Thursday, August 28, 2014

Help! I Hate My Art Journal!


Okay, I don't hate-hate my art journal, but I'm definitely not happy with it. This is only the second time I've run into this problem, but that still doesn't make it any easier. The first time around I ended up throwing the (unfinished) journal away, in retrospect a bad decision, because now that it's gone, I've realized there were a lot of  pages I totally loved and wish I still had. 

The problem with both journals seems to be:

1. Size. Too small. I like to use a lot of images, words, colors, and collage papers, and a journal measuring only 5" x 6" just doesn’t give me the room I need. I must have bought these journals thinking they were "cute," but cute quickly became tight and cramped.

2. Paper. The journal I tossed had a delicate parchment-like feel that didn’t work well with ink, watercolor, or any kind of water-based medium. When I did use pencil, it felt scratchy and uncomfortable. At the other end of the spectrum, my current journal's pages have a slick, shiny surface that initially felt nice, but now seem like trying to draw on magazine pages. To make matters worse, I gessoed the majority of the pages thinking that would improve them. Not. The result was disastrous—the thicker pages have made the journal so chunky it’s bursting out of the binding, making the book even more unattractive to me. Yuk. So what's an art journaler to do? I don’t want to throw out the pages I do like, but I don't want to continue in this frustrating vein.   

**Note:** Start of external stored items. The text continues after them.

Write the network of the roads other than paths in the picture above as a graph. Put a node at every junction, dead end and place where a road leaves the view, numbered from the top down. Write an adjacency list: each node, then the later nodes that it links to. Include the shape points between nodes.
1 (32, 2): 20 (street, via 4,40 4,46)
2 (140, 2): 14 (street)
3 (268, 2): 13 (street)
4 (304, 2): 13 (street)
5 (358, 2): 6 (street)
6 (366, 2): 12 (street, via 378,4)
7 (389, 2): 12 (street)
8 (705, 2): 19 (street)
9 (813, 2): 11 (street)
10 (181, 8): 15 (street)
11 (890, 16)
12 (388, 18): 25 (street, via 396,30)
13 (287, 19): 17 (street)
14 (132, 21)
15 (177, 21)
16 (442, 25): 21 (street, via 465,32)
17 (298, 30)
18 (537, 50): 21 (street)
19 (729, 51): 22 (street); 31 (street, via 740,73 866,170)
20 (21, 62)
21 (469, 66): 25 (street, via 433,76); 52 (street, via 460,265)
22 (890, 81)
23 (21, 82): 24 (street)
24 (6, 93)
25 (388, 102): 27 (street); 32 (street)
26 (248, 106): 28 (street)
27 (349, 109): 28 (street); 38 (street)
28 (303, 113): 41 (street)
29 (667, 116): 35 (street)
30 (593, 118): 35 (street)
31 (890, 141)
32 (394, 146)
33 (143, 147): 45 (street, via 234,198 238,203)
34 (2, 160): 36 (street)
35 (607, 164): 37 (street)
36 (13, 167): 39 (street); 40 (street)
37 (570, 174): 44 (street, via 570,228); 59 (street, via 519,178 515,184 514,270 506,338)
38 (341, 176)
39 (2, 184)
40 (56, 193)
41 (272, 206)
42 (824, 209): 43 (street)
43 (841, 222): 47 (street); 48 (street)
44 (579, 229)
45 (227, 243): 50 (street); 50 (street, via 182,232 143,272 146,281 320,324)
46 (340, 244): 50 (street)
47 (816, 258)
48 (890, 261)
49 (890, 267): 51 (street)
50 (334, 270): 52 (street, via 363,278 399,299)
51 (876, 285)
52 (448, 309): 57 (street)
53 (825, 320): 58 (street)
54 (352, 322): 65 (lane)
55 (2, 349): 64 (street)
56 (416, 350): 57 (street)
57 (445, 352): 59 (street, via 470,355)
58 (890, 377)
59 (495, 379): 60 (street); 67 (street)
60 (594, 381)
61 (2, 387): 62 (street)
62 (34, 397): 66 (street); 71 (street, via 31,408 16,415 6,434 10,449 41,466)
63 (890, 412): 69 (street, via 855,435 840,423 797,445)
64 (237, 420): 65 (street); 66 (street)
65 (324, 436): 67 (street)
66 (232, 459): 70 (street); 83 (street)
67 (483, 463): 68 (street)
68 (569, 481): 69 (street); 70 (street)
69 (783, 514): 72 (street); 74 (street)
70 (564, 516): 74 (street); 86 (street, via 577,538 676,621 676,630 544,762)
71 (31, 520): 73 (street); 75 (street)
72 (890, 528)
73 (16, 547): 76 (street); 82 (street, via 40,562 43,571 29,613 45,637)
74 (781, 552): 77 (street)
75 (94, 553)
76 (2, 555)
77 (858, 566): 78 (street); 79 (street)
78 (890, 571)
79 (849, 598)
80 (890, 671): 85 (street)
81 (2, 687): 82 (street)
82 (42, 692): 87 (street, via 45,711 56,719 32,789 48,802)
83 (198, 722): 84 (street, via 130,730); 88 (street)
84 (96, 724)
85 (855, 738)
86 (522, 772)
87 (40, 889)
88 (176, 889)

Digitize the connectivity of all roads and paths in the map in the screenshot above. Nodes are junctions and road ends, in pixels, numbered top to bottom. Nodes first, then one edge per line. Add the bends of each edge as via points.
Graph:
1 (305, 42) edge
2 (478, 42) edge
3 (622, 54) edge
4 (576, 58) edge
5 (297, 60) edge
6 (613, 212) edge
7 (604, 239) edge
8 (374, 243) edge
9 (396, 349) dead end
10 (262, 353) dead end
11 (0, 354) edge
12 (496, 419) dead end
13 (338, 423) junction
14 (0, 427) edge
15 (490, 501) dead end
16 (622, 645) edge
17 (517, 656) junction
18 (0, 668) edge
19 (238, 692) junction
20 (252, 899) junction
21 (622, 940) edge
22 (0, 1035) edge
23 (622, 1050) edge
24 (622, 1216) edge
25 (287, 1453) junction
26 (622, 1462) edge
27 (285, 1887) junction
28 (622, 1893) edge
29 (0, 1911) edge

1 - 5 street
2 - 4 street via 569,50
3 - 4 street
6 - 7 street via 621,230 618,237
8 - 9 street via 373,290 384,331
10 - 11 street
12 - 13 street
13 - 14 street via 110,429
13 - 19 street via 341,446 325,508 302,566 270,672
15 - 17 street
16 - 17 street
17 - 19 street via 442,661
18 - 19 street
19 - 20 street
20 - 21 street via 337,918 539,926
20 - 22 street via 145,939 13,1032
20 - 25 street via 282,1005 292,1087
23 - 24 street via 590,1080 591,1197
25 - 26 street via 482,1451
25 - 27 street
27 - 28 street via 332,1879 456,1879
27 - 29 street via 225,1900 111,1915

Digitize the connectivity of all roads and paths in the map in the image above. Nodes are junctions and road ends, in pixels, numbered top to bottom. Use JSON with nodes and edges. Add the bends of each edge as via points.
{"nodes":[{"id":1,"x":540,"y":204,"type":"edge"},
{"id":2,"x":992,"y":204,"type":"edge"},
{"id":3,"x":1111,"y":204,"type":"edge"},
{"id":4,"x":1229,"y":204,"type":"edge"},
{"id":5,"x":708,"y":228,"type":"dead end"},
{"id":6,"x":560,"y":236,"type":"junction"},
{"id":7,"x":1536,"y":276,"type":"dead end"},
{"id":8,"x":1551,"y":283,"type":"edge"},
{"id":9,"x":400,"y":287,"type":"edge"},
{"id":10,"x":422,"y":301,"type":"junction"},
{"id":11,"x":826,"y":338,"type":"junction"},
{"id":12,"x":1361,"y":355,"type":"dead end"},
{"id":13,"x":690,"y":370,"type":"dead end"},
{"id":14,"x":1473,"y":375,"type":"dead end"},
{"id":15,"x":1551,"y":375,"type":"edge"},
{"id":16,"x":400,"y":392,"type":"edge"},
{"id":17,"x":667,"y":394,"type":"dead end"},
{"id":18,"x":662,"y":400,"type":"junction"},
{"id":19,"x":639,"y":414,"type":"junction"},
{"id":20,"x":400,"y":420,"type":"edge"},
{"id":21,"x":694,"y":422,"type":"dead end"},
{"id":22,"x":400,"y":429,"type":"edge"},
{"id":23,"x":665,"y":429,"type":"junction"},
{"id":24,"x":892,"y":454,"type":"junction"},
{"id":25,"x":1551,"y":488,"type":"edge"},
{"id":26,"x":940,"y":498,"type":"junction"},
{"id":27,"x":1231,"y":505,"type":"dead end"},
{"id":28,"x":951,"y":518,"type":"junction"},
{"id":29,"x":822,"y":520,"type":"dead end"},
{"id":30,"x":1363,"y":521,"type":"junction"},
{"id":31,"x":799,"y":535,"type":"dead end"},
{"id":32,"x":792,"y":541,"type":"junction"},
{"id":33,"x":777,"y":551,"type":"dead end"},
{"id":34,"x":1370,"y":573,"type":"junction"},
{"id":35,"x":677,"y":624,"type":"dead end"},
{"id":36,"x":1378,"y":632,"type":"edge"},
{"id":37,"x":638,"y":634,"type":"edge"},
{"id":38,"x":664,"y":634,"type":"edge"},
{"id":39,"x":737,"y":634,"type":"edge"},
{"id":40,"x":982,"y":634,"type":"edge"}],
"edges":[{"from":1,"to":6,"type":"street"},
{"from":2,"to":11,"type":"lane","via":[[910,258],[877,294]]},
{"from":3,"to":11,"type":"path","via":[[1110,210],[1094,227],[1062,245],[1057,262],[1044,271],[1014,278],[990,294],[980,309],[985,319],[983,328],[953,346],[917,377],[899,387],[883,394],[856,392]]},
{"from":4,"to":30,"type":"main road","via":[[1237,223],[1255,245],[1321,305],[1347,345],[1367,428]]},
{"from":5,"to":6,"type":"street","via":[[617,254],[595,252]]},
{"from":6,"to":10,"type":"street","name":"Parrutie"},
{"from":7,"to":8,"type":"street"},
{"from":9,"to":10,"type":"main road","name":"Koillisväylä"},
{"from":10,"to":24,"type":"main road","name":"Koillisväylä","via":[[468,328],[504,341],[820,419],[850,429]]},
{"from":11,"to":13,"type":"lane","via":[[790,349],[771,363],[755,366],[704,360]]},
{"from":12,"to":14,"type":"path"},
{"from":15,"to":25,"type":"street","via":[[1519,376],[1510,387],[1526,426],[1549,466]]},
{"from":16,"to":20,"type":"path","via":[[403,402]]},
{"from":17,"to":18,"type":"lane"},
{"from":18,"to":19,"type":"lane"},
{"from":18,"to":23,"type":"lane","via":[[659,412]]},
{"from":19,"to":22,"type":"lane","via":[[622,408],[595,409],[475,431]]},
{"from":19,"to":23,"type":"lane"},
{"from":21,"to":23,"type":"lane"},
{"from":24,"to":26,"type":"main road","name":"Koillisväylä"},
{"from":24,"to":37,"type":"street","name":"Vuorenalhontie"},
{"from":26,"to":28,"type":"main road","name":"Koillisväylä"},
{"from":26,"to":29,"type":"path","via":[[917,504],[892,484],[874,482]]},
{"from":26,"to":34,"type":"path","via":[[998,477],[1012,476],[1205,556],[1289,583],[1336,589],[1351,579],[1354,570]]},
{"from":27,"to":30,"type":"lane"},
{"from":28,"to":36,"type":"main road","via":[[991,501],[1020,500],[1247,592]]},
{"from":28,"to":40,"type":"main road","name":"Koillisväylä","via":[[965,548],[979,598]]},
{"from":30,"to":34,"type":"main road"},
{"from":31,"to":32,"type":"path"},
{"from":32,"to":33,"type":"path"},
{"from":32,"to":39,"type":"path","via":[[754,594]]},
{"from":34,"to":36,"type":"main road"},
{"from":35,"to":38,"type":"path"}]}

Consequently, I've been brainstorming some ideas I could try to fix the problem, and you know what?  I think they’re going to work! I’m just sorry I didn’t think of them earlier in order to save that first, and now lost, journal. Maybe you can use these too!
  • Keep going. Seriously. Think of the journal as "practice." Sigh.
  • Collage over the bad pages with new images.
  • Take the whole thing apart and re-use the good pages for new material. If you’ve only completed a portion of the journal, cut or carefully remove your favorite pages from the binding. Do the same with any blank pages and use those for scratch paper or practice sheets. Especially gessoed or pre-tinted pages.   
  • Try improving both good and bad pages with ideas from a how-to book such as Collage Lab. 
  • Cut "bad" pages into small squares and divide them into color groupings for future mosaic-style collaging.
  •  Put the journal away and then just . . . walk away.  Forget about it for a while and start something new. 
  •  Change topics—if you’ve been using a particular theme, drop it and start something new, perhaps only using the journal for writing rather than art, or for you daily morning pages.
  • Use the journal for whining.  Call it "the bad, ugly, whiney journal" and put inside everything that upsets you. Burn it when you’re finished.
  •  Analyze why you don’t like this journal—is it the shape, size, color and/or theme choices? Figure out what's wrong and try not to repeat.
  •  Give it away. Ask someone else if they'd like to complete the journal. Or pass it on to friends as a Round Robin project.
  •  Go for messy and dangerous. Try out techniques you would be too afraid to put into your “good” journal.
  •  Keep any pages you tore out and use them to learn book binding. Make small finished journals of only a few pages each. Write poetry. Use them for greeting cards or other types of gifts.
Tip of the Day: The next time you are unhappy with a journal or sketchbook, keep in mind that everything you do is really just practice.  Use a bad experience to propel you into what you really want to do. Write out your findings and goals and then start afresh with a brand new journal. That's what I'm going to do!

2 comments:

Paper And Ponder said...

I hope you find ways to make peace with your art journal, Valerie. In our healing art program, our facilitator encourages us to keep everything we create there as a visual journal of ourselves & our journeys. Similar to your experience, I'm sometimes dissatisfied with what I've made, but hear Mary saying "keep them" in my head. One approach I've taken is to deconstruct the pieces I can't bring myself to appreciate & rework elements of them into new pieces. I feel this allows me to preserve some respect for the original process, while ridding myself of the dissatisfaction.

Valerie Storey said...

This is an excellent idea, Lisa. Going to try the same approach. I also want to go deeper into why I have a negative reaction to the pieces--as they say, what we resist is what needs to be explored. Thank you for the reminder!